[Stored data]
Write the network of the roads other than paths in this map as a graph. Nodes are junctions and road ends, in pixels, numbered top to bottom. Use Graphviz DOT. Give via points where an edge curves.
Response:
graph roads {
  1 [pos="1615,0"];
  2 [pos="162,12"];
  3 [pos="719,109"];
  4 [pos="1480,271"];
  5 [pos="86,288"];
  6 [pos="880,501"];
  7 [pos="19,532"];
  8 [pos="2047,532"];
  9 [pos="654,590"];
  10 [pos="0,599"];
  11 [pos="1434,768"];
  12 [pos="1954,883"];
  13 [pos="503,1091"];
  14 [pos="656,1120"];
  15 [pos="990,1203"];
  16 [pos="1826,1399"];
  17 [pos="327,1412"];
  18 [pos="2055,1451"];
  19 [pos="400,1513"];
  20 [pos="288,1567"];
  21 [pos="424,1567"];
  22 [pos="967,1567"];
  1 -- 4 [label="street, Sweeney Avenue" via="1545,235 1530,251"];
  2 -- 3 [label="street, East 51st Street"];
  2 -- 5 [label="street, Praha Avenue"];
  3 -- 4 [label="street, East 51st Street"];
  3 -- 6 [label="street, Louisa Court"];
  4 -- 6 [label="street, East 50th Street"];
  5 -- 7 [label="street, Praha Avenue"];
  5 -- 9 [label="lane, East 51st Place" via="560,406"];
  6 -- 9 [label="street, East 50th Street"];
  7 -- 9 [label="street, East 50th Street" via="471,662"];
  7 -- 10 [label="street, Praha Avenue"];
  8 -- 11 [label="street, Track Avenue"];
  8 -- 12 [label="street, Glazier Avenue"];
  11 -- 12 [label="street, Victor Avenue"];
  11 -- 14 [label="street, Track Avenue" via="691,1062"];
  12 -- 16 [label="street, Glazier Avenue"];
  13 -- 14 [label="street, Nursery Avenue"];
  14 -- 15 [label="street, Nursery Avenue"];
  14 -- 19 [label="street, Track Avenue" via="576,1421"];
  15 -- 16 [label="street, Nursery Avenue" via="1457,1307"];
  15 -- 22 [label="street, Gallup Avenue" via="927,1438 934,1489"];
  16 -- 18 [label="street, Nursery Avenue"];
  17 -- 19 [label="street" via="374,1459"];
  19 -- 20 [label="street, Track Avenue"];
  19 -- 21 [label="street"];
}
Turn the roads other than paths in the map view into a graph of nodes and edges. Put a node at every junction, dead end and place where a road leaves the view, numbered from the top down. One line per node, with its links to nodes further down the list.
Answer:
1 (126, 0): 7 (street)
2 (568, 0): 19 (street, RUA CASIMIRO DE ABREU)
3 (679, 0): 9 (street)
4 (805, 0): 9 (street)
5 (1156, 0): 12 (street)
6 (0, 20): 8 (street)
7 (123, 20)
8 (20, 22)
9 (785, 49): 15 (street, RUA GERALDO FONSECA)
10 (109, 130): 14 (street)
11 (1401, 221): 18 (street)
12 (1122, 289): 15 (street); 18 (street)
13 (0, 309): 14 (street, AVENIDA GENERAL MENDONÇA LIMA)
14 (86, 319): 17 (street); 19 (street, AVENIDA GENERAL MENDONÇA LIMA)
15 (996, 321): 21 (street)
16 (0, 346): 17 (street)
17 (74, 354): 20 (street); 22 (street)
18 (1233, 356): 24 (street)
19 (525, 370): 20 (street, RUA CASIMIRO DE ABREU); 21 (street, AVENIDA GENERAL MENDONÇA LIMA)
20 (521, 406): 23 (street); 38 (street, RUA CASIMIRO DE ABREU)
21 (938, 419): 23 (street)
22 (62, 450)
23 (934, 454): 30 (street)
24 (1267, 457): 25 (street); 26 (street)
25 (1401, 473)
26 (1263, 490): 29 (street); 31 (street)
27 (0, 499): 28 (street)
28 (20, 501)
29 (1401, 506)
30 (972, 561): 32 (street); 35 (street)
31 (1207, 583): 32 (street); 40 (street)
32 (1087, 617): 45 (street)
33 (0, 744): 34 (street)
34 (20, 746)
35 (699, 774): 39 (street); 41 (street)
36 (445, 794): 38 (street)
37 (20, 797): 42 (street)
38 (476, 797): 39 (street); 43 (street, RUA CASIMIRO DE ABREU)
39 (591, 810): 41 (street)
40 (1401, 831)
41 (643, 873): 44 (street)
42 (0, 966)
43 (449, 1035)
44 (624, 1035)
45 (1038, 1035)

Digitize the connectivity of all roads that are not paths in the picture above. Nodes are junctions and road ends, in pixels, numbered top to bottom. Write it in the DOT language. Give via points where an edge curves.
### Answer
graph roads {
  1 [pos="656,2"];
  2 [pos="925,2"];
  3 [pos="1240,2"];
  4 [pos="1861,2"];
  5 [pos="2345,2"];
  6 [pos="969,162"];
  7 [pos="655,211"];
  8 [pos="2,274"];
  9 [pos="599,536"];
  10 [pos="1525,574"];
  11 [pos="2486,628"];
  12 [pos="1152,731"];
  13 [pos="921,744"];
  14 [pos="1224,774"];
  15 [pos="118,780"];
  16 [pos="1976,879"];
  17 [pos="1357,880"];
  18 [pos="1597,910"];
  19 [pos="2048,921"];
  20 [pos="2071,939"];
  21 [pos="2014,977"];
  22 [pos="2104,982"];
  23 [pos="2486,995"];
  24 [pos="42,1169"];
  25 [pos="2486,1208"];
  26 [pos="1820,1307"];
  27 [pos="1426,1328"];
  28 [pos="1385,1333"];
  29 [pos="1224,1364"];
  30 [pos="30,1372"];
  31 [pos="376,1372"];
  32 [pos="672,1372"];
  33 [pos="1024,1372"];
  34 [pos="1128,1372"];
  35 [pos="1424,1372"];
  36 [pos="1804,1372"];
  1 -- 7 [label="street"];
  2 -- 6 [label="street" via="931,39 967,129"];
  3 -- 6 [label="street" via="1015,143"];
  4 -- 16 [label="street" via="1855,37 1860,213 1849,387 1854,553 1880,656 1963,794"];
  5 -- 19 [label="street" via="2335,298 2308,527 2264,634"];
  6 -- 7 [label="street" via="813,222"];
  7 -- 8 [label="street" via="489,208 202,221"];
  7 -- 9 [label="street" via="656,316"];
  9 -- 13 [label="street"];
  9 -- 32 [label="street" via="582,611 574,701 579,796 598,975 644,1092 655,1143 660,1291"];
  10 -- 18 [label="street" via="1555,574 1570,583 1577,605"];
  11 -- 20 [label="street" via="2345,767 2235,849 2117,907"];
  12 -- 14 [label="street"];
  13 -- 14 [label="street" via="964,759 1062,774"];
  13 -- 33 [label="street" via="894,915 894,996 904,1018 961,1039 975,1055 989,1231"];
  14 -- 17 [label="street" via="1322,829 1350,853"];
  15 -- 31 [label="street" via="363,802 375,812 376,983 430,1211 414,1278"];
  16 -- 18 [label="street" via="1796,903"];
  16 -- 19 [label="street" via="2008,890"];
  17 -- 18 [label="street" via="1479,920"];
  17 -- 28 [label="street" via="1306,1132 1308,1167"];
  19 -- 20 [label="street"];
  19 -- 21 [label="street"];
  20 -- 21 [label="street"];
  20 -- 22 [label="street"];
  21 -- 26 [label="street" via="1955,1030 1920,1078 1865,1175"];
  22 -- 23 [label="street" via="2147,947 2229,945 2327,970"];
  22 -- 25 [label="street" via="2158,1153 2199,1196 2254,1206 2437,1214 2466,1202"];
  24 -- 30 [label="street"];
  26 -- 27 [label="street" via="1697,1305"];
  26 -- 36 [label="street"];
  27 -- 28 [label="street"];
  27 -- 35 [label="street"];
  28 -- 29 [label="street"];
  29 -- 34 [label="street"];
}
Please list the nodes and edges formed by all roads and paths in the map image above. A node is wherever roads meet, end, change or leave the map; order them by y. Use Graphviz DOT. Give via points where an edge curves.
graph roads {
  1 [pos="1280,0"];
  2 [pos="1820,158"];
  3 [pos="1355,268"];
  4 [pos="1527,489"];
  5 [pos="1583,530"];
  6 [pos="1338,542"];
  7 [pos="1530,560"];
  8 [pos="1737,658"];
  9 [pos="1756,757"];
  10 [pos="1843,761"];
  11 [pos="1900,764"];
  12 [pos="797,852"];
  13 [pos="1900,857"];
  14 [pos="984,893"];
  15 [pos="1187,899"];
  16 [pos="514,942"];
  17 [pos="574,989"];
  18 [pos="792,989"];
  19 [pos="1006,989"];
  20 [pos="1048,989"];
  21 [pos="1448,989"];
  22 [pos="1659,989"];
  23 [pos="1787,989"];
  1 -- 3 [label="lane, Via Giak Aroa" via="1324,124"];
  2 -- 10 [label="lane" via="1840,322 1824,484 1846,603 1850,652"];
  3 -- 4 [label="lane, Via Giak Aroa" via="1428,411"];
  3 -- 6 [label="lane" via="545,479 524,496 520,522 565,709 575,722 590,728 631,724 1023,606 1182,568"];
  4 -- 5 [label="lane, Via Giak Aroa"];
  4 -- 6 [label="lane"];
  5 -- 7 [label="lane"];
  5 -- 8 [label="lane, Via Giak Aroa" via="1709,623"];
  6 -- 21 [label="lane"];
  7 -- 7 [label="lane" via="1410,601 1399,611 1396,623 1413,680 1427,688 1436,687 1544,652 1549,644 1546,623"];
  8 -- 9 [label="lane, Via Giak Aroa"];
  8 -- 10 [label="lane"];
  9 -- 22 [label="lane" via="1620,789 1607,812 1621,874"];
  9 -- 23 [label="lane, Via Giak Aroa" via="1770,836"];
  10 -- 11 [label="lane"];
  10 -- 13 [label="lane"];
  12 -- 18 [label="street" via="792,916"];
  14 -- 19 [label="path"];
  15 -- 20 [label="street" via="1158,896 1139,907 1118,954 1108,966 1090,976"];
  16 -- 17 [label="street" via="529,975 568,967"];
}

TASK ITEM: Search the entries for "curves" and show every line that has it.

EXERCISE SOLUTION:
Write the network of the roads other than paths in this map as a graph. Nodes are junctions and road ends, in pixels, numbered top to bottom. Use Graphviz DOT. Give via points where an edge curves.
Digitize the connectivity of all roads that are not paths in the picture above. Nodes are junctions and road ends, in pixels, numbered top to bottom. Write it in the DOT language. Give via points where an edge curves.
Please list the nodes and edges formed by all roads and paths in the map image above. A node is wherever roads meet, end, change or leave the map; order them by y. Use Graphviz DOT. Give via points where an edge curves.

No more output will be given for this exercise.